Prompt — State the number of lines in these records holding "points". Say nothing more.

Extracted data —
───

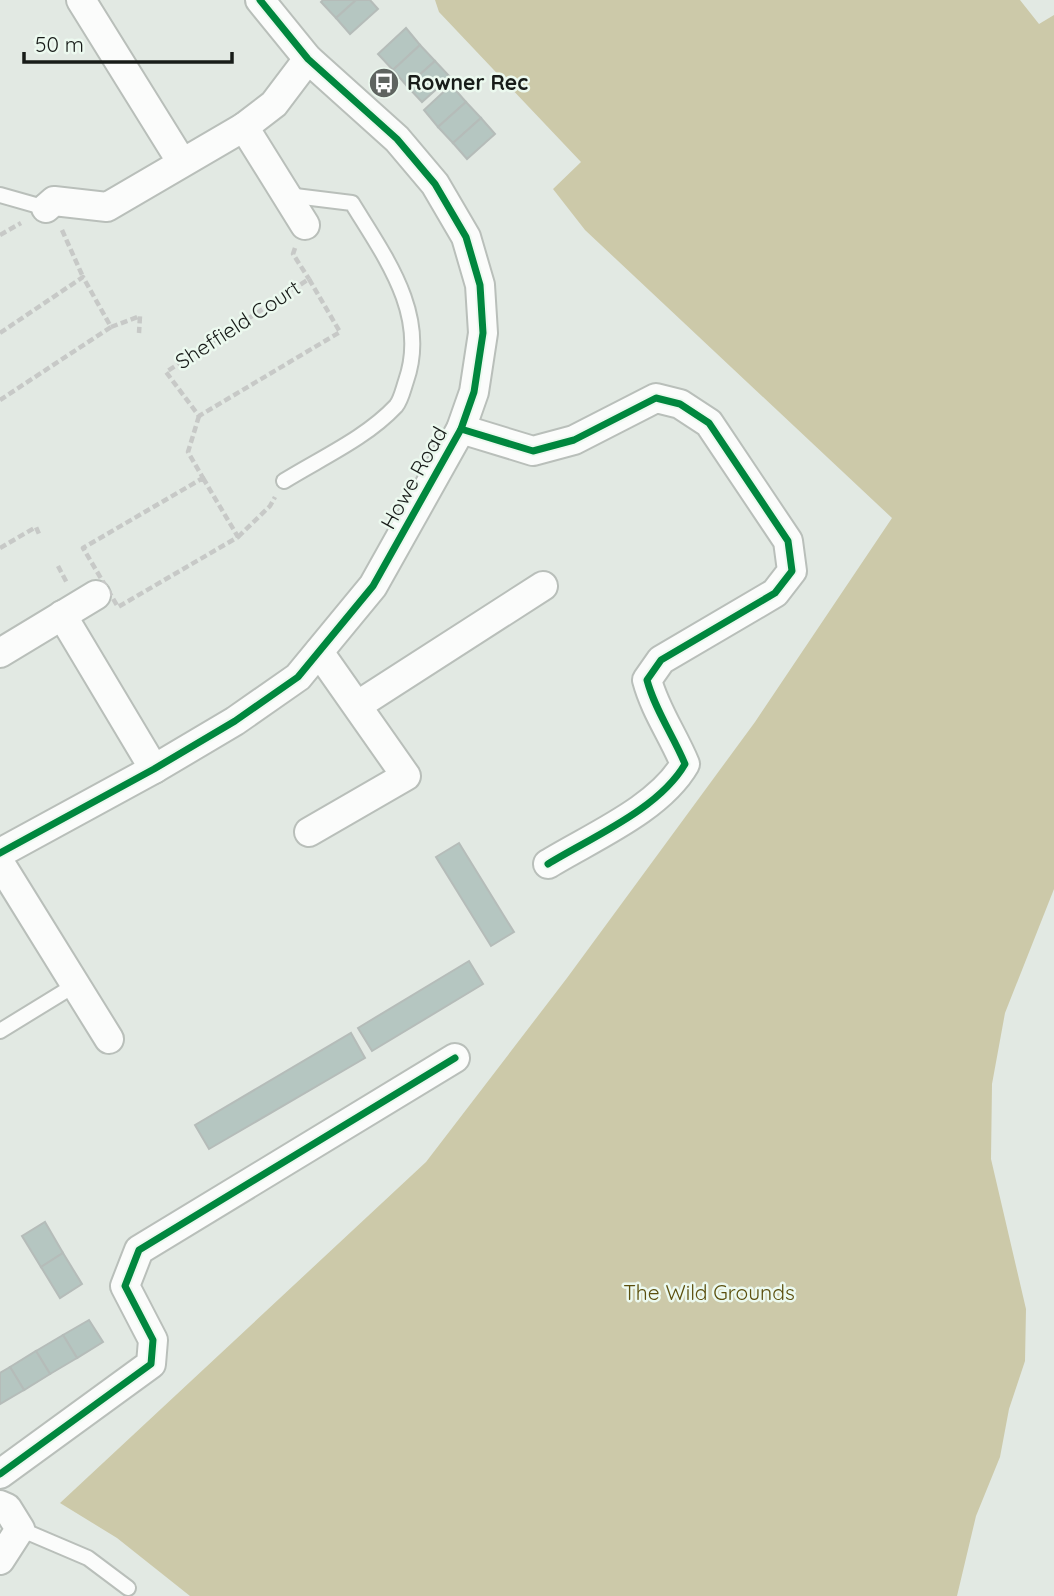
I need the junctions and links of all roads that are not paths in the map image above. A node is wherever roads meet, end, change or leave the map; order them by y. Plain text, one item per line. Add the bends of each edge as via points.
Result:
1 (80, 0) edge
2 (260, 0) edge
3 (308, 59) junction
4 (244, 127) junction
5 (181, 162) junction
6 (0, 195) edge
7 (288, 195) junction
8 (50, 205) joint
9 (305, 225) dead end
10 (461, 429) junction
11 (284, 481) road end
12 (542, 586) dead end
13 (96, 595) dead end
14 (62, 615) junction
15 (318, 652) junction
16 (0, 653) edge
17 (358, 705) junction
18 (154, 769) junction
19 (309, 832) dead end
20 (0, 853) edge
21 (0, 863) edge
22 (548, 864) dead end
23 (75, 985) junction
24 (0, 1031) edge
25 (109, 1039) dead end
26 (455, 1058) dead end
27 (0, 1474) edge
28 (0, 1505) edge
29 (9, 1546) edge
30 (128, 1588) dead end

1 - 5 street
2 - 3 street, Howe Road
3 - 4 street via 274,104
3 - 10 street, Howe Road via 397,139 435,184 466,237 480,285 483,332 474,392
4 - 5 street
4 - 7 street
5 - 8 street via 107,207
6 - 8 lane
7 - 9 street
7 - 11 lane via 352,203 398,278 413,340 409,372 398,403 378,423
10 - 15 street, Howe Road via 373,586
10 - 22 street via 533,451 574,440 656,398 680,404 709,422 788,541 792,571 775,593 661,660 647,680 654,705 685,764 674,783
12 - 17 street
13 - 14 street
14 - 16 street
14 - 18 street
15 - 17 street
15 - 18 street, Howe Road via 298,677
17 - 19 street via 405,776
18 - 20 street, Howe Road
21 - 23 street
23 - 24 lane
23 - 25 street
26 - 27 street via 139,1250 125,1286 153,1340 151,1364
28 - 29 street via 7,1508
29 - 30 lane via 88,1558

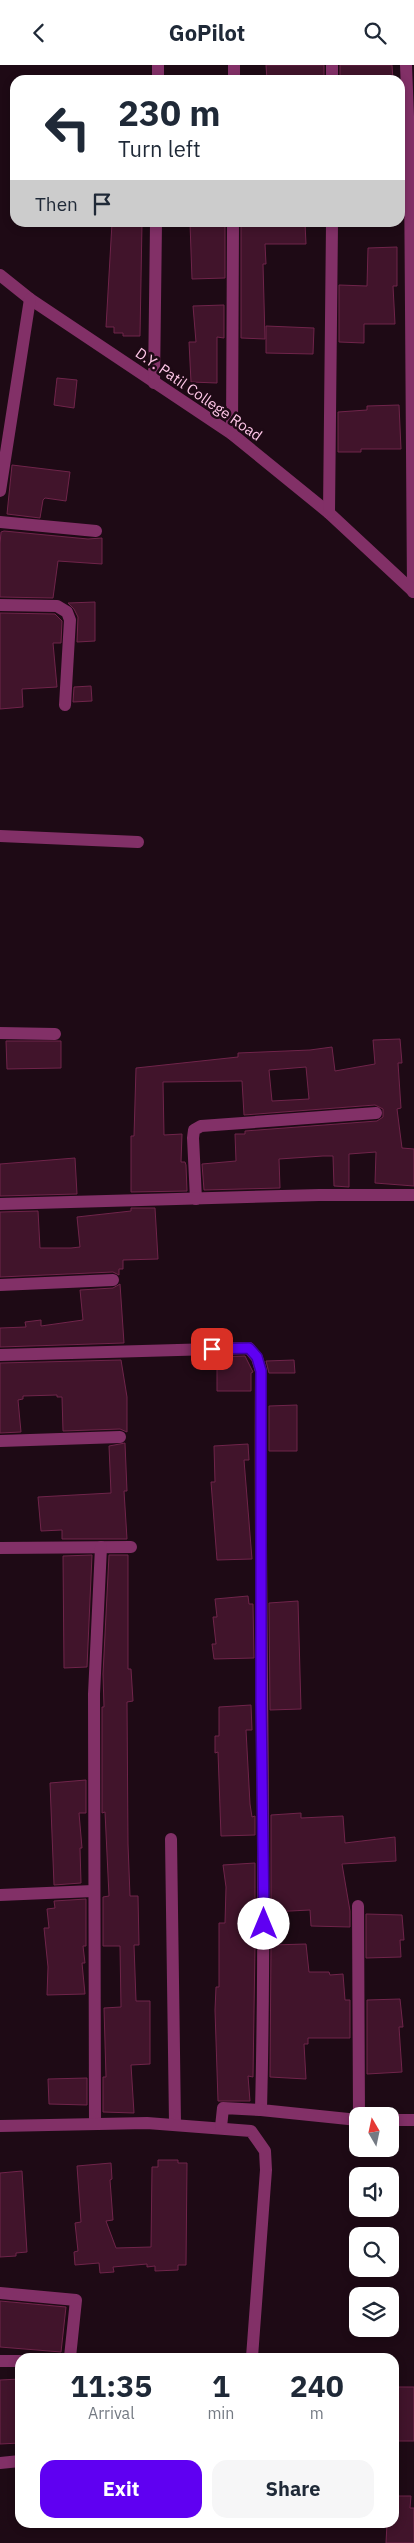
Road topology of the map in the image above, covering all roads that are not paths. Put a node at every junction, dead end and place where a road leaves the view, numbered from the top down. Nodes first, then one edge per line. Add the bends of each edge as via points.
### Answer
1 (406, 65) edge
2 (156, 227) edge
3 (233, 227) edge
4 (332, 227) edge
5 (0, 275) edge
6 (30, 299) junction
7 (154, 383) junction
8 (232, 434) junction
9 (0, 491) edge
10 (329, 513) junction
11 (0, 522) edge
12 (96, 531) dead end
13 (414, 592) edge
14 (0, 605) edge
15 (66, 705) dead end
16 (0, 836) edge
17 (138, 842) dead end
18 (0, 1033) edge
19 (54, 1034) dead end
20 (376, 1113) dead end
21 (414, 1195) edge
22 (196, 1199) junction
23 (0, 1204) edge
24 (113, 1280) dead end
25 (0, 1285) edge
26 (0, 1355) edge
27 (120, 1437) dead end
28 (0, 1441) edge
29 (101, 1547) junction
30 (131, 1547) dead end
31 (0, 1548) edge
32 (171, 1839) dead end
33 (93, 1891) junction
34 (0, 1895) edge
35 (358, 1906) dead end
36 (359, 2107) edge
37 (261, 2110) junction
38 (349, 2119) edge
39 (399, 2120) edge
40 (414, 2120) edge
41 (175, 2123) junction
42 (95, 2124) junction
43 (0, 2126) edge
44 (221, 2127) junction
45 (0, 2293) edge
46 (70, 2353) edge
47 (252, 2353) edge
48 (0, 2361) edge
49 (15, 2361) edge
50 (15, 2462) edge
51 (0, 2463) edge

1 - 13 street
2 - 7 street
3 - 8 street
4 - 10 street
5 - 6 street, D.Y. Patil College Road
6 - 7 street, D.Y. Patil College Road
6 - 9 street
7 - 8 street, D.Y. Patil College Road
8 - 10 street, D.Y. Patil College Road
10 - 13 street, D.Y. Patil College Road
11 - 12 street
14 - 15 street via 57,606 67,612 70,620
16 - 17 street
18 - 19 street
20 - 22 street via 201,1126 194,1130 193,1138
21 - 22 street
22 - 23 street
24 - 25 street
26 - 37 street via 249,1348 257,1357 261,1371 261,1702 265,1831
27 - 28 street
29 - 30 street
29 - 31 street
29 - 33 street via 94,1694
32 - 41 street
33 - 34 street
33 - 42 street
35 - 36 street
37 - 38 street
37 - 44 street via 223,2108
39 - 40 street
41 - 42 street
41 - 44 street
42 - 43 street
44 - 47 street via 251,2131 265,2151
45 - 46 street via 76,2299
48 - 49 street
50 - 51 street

───

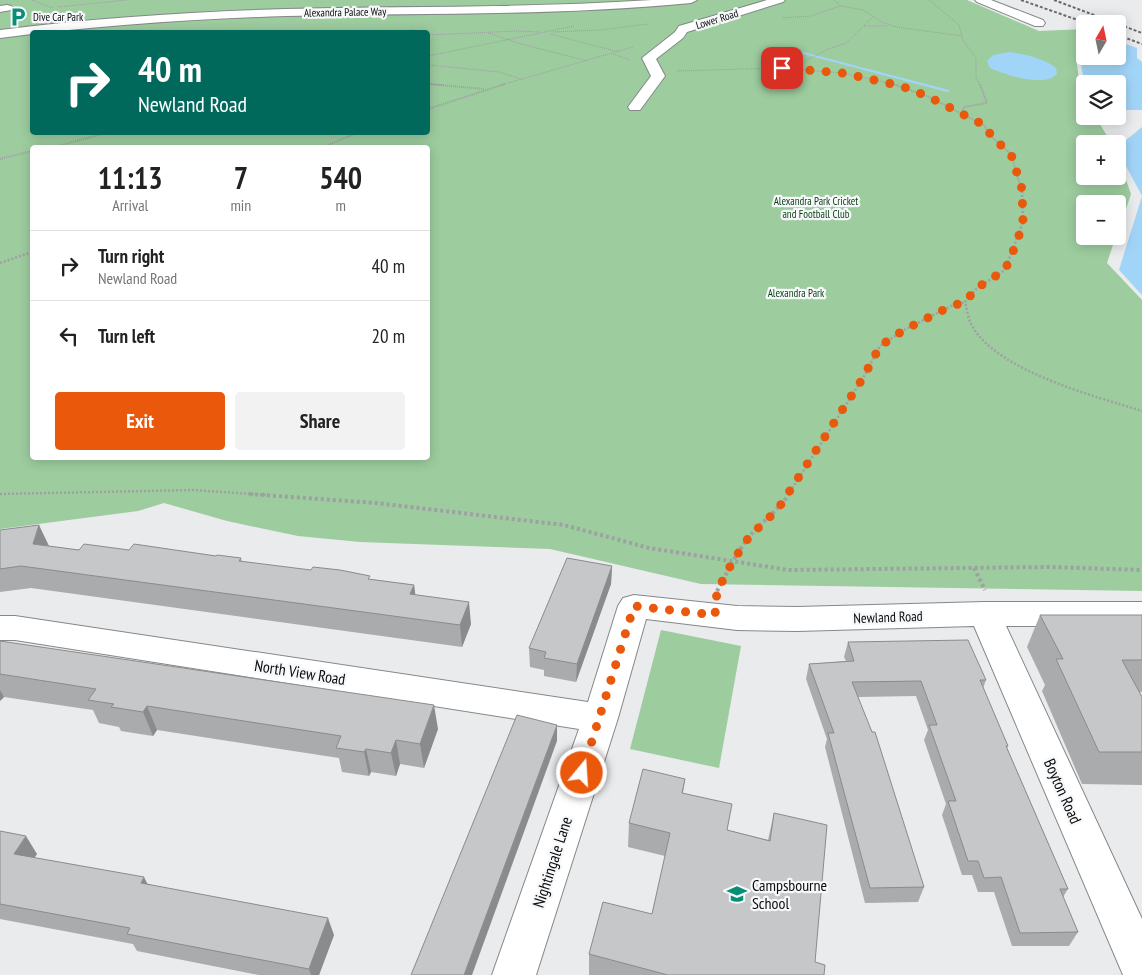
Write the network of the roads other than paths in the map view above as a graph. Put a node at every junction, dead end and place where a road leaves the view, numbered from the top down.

───

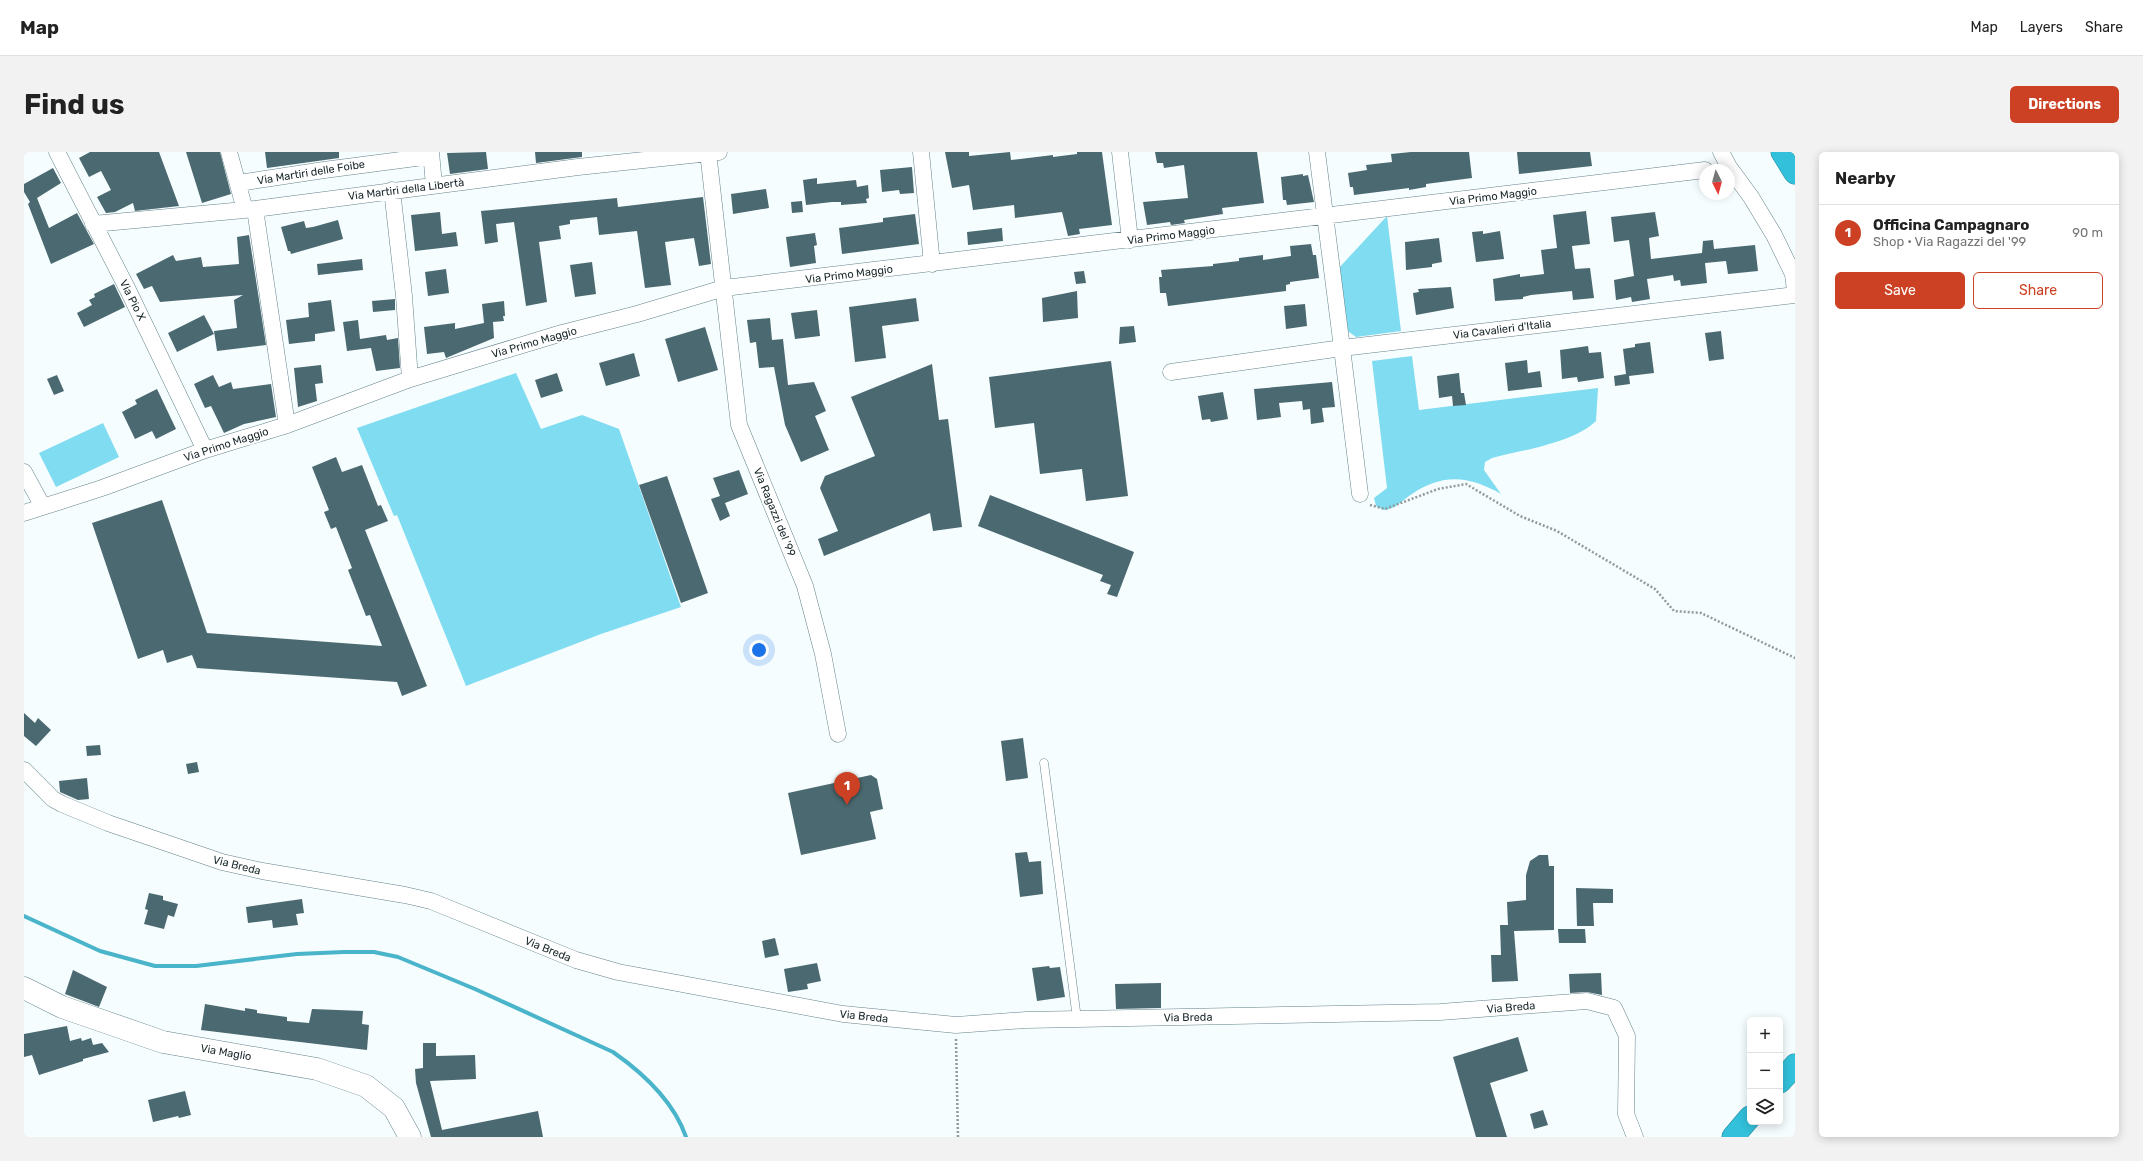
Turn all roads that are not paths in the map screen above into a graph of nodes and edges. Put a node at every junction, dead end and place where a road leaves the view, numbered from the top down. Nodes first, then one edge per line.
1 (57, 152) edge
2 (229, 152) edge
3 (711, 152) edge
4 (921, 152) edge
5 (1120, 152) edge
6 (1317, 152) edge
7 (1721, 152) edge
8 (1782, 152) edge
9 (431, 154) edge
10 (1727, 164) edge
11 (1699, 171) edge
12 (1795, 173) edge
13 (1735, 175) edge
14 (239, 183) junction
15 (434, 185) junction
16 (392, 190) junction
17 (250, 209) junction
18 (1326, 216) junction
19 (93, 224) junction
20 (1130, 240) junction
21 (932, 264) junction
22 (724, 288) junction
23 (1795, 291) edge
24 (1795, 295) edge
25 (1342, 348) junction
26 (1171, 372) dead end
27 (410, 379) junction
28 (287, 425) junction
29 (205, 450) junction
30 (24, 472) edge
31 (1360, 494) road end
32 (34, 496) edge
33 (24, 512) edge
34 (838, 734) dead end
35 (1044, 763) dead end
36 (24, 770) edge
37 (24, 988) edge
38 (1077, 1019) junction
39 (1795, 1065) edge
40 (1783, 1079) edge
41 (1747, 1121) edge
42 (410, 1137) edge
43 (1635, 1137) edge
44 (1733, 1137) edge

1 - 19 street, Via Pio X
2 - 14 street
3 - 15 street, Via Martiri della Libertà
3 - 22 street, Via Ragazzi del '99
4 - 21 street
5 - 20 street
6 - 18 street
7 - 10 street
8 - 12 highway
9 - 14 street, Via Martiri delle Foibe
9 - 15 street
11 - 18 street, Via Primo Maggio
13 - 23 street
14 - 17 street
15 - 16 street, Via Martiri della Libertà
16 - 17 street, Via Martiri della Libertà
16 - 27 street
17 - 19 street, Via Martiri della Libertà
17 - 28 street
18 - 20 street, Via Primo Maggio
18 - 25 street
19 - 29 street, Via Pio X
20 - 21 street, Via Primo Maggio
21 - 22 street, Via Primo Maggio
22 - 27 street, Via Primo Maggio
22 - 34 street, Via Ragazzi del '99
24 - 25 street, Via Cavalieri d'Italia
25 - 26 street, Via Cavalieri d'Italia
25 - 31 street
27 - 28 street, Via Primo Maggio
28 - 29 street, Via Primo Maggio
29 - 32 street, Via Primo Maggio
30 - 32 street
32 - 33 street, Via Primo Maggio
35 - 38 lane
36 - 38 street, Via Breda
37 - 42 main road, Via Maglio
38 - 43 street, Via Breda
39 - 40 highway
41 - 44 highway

───

Task solution — 2